Le jeu des chaises musicales, voilà le sport préféré de Sylvie Lagourgue. A chaque départ à la retraite, pas question de se contenter de recruter un remplaçant. Elle remet à plat l’organisation de son département. Quitte à donner le tournis à ses collaborateurs.
Le cauchemar de cette manager de 58 ans qui, à la direction de la communication et du marketing de la GMF, encadre soixante personnes ? L’immobilisme. Un peu à contre-courant dans une grande maison de 6 000 salariés comme l'ex-Garantie mutuelle des fonctionnaires, où l’on fait souvent toute sa carrière. Le mouvement perpétuel est dans l’ADN de cette insulaire, originaire de la Réunion, qui a grandi avec le va et vient des marées.

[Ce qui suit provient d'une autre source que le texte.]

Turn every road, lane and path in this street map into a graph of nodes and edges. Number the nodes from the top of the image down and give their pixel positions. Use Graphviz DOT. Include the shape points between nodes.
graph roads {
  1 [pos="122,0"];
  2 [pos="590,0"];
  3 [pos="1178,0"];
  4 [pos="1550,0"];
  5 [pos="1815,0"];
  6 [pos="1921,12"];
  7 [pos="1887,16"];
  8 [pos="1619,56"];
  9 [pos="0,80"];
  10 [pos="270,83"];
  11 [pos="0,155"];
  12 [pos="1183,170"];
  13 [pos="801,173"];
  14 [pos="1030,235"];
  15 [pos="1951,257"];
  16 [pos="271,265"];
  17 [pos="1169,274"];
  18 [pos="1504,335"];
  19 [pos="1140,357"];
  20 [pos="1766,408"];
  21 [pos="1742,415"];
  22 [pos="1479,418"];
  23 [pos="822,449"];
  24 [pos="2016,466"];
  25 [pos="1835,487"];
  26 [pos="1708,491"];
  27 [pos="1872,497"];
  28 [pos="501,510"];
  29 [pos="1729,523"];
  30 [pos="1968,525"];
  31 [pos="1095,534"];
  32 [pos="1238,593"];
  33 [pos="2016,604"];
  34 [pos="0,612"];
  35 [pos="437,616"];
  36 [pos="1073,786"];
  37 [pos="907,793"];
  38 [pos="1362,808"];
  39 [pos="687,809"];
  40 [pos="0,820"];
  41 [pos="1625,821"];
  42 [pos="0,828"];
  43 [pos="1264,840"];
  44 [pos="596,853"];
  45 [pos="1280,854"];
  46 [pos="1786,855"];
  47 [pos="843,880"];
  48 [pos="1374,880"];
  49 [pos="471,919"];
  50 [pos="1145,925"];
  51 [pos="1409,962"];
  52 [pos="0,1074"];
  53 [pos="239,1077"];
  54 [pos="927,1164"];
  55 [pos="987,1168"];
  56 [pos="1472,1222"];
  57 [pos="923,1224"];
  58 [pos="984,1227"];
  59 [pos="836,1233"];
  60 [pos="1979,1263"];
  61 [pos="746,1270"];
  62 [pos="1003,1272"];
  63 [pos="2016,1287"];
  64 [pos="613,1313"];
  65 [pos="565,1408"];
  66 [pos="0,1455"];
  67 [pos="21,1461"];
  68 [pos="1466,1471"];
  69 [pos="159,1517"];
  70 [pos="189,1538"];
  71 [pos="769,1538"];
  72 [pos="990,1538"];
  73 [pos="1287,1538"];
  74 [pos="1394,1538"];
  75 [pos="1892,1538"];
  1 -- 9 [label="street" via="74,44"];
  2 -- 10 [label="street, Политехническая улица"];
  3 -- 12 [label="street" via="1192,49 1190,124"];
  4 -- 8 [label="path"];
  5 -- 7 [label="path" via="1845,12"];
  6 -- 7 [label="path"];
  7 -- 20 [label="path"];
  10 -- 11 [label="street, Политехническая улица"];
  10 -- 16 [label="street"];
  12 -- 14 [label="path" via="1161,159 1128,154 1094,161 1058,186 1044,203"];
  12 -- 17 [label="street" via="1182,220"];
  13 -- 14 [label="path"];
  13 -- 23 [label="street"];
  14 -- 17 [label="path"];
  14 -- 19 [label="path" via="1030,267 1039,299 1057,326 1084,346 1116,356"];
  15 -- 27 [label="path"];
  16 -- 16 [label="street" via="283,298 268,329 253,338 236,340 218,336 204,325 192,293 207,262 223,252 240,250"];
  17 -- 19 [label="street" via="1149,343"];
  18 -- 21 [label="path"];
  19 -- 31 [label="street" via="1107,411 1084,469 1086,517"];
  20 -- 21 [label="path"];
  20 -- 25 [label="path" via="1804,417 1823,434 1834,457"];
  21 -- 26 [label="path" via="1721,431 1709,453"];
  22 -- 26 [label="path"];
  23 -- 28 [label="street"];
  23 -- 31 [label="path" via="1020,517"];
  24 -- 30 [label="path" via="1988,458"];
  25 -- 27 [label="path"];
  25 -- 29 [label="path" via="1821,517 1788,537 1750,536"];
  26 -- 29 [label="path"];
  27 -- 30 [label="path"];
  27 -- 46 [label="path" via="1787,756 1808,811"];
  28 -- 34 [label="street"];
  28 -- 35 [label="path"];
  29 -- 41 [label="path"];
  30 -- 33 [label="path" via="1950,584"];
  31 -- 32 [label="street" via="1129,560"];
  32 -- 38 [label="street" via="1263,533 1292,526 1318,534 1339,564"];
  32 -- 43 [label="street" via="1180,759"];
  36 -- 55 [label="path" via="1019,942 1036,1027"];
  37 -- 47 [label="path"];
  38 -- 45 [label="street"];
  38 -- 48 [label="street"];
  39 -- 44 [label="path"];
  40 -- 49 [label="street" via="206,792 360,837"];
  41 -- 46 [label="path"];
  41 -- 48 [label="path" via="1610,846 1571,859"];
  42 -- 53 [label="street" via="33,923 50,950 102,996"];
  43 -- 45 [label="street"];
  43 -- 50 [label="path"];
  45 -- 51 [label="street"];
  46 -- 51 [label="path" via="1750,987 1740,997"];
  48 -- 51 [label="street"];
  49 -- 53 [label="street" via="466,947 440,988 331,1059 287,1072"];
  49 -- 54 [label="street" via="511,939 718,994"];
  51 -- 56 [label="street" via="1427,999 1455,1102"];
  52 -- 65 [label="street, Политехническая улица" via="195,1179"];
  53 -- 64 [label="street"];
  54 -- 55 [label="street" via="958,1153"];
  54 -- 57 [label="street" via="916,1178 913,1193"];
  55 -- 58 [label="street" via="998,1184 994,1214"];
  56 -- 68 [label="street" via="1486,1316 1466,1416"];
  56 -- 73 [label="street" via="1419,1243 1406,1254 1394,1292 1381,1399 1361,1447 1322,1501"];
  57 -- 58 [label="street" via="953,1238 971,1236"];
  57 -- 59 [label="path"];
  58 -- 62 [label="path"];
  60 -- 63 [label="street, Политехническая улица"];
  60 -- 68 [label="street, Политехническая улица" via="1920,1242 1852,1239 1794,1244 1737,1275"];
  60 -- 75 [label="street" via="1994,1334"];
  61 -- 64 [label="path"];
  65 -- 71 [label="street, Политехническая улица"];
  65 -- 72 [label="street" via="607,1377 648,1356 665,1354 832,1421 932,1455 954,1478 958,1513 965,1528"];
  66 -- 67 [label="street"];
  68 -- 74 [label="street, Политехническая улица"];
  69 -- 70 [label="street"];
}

Dans son grand bureau, à un saut de puce du parc Monceau, à Paris, seul un yucca rappelle la forêt vierge de son île. Son exil doré, elle l’a choisi à 20 ans pour faire Sciences Po Paris. Après dix ans à l'institut de gestion et d'économie rurale, elle se pose à la GMF il y a vingt-cinq ans où elle a dû parfois ferrailler pour s’imposer.
«J’ai eu des échanges houleux avec un ex-dirigeant qui n’arrivait pas à comprendre qu’une femme puisse faire autre chose que de servir le café. Impensable pour lui que je pilote le marketing ! On a fini par trouver un modus vivendi.»
Fan de rugby, Sylvie Lagourgue est plutôt à l’aise dans la mêlée. « Elle n’hésite pas à batailler quand l’un d’entre nous est mis en difficulté par un autre département », confirme Valérie Lamblin, l’une de ses collaboratrices.
Le style de management de cette femme au caractère trempé: participatif mais exigeant. «Je suis assez autoritaire, je donne la direction et le sens de l’action», reconnaît-elle. Une fois qu’elle accorde sa confiance, elle n’hésite pas à déléguer, mais pas sans bornes. «Mes collaborateurs savent jusqu’où ils peuvent aller sans m’en parler.»
De toute façon, madame la directrice se débrouille pour être au courant de tout. Un mode de fonctionnement indispensable pour faire travailler en synergies équipes commerciales et marketing.
«Sylvie peut être parfois cassante si elle est agacée par un manque de professionnalisme, mais elle ne se le permettra qu’en tête à tête», note Jean-Pierre David, directeur régional de l’assureur. Sa hantise ? Avoir un métro de retard sur les tendances. «On a décidé de changer notre précédente campagne de pub au printemps 2009, raconte-t-elle. Avec le recul, je me rends compte qu’on a attendu six mois de trop.»
Et puis si le livre préféré de Sylvie Lagourgue est la Foire aux vanités, de Thackeray, une critique mordante de la bonne société anglaise ce n’est pas vraiment un hasard. Elle déteste les courbettes, les faux semblants, la flagornerie. Pas question pour autant d'être transparente avec ses subordonnés. Cette manager laisse rarement paraître ses sentiments. Sa barrière de corail à elle.
Encadré
Son parcours en bref
1970-1973. Sciences Po Paris.
1976-1986. Responsable des études économiques de l'institut de gestion et d'économie rurale.
1986-1992. Responsable des études marketing à la GMF, puis chargée de mission.